Incidents

In Zeebe, an incident represents a problem in a workflow execution. That means a workflow instance is stuck at some point and it needs an user interaction to resolve the problem.

Incidents are created in different situations, for example, when

  • a job is failed and it has no more retries left
  • an input- or output-mapping can't be applied
  • a JSON condition can't be evaluated

Note that incidents are not created when an unexpected exception happens at the broker (e.g. NullPointerException, OutOfMemoyError etc.).

Resolving

In order to resolve an incident, the user must identify and resolve the problem first. Then, the user marks the incident as resolved and the broker tries to continue the workflow execution. If the problem still exists then a new incident is created.

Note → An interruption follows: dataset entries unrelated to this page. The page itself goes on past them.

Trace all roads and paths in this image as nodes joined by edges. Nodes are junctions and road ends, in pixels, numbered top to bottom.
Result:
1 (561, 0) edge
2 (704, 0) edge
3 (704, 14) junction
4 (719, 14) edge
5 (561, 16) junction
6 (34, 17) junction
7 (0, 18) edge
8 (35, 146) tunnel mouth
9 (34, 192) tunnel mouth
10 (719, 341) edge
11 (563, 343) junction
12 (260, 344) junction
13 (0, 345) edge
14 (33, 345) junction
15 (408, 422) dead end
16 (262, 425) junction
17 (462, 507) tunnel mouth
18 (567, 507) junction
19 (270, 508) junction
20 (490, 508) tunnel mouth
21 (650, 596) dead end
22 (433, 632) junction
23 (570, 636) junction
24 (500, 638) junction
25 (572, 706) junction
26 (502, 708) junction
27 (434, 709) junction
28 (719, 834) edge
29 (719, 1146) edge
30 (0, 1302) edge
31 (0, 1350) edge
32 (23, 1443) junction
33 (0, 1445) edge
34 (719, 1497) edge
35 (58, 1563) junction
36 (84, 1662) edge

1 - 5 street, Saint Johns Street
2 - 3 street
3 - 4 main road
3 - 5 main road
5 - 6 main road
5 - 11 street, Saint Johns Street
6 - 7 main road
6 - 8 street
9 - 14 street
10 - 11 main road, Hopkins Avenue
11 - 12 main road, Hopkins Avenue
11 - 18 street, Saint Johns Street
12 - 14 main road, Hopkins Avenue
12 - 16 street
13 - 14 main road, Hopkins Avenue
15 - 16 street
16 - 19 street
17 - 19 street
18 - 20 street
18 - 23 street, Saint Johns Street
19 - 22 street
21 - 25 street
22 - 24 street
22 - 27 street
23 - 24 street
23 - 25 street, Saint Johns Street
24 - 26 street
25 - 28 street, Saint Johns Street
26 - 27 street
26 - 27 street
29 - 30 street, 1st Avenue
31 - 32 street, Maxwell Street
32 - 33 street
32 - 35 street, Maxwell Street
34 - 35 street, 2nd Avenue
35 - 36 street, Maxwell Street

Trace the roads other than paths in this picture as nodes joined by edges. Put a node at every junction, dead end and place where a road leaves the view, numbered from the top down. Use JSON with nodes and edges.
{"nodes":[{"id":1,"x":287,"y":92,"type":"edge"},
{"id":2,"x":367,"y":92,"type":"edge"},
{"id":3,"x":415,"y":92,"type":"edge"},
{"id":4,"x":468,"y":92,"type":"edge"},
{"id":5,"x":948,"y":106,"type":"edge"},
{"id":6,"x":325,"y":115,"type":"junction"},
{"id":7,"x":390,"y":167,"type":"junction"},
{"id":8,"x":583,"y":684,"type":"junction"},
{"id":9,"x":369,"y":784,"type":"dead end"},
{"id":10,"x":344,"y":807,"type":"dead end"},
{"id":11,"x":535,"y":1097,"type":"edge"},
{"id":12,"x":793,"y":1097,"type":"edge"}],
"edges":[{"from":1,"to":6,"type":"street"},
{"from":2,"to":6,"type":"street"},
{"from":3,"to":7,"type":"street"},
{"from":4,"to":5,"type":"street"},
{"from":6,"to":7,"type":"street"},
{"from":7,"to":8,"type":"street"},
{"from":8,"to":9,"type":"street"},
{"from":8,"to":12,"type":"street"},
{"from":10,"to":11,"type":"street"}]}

Resolving a Job-related Incident

If a job is failed and it has no more retries left then an incident is created. There can be different reasons why the job is failed, for example, the payload has not the expected format, or a service is not available (e.g. a database).

In case that it is caused by the payload, the user needs to update the payload of the workflow instance first. Then, the user needs to increase the remaining retries of the job and mark the incident as resolved.

Using the Java client, this could look like:

client.newUpdatePayloadCommand(incident.getElementInstanceKey())
    .payload(NEW_PAYLOAD)
    .send()
    .join();

client.newUpdateRetriesCommand(incident.getJobKey())
    .retries(3)
    .send()
    .join();
        
client.newResolveIncidentCommand(incident.getKey())
    .send()
    .join();        

When the incident is resolved then the job can be activated by a worker again.

Resolving a Workflow Instance-related Incident

If an incident is created while workflow execution and it is not related to a job, then it is usually related to the payload of the workflow instance. For example, an input- or output-mapping can't be applied.

To resolve the incident, the user needs to update the payload first and then mark the incident as resolved.

Using the Java client, this could look like:

client.newUpdatePayloadCommand(incident.getElementInstanceKey())
    .payload(NEW_PAYLOAD)
    .send()
    .join();
        
client.newResolveIncidentCommand(incident.getKey())
    .send()
    .join();        

When the incident is resolved then the workflow instance continues.